§ Work request: Go through the data below. List every line that holds the word "Avenue".
»»
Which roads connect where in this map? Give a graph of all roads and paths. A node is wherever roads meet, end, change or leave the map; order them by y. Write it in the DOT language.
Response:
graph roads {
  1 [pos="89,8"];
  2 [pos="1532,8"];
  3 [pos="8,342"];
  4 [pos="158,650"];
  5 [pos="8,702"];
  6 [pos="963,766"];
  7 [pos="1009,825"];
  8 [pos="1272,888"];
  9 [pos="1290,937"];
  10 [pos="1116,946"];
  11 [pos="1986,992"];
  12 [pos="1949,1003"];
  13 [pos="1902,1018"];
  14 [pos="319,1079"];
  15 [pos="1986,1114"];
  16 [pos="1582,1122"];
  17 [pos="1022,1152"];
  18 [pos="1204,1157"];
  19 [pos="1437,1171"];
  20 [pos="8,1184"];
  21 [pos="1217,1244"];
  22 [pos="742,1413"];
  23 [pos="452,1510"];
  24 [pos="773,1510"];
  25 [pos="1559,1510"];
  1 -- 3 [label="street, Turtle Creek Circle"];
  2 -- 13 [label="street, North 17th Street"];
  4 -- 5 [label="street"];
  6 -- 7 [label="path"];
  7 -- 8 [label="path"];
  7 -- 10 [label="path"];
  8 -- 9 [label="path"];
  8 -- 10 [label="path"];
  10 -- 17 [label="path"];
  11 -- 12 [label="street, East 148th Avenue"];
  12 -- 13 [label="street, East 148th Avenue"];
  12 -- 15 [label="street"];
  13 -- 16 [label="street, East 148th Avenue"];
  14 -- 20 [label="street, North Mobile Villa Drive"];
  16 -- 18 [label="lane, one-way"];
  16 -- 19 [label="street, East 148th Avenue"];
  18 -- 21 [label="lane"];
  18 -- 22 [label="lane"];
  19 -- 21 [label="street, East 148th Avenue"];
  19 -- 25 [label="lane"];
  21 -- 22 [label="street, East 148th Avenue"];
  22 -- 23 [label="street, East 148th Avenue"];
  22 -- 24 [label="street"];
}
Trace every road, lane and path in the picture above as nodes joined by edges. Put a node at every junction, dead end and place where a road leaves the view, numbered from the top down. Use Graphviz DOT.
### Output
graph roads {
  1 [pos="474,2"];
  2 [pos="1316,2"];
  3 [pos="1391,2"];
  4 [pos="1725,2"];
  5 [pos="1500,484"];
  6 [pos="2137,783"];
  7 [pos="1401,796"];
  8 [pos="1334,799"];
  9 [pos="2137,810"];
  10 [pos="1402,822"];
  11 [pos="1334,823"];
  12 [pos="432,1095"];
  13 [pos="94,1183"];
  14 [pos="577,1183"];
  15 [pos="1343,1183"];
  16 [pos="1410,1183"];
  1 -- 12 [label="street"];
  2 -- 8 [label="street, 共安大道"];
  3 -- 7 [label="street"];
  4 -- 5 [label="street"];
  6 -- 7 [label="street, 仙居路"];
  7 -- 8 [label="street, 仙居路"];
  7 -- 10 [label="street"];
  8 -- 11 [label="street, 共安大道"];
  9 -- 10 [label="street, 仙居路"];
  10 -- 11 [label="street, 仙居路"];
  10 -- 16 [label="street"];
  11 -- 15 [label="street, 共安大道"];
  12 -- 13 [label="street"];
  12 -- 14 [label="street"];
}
««
§ Exercise solution:
  11 -- 12 [label="street, East 148th Avenue"];
  12 -- 13 [label="street, East 148th Avenue"];
  13 -- 16 [label="street, East 148th Avenue"];
  16 -- 19 [label="street, East 148th Avenue"];
  19 -- 21 [label="street, East 148th Avenue"];
  21 -- 22 [label="street, East 148th Avenue"];
  22 -- 23 [label="street, East 148th Avenue"];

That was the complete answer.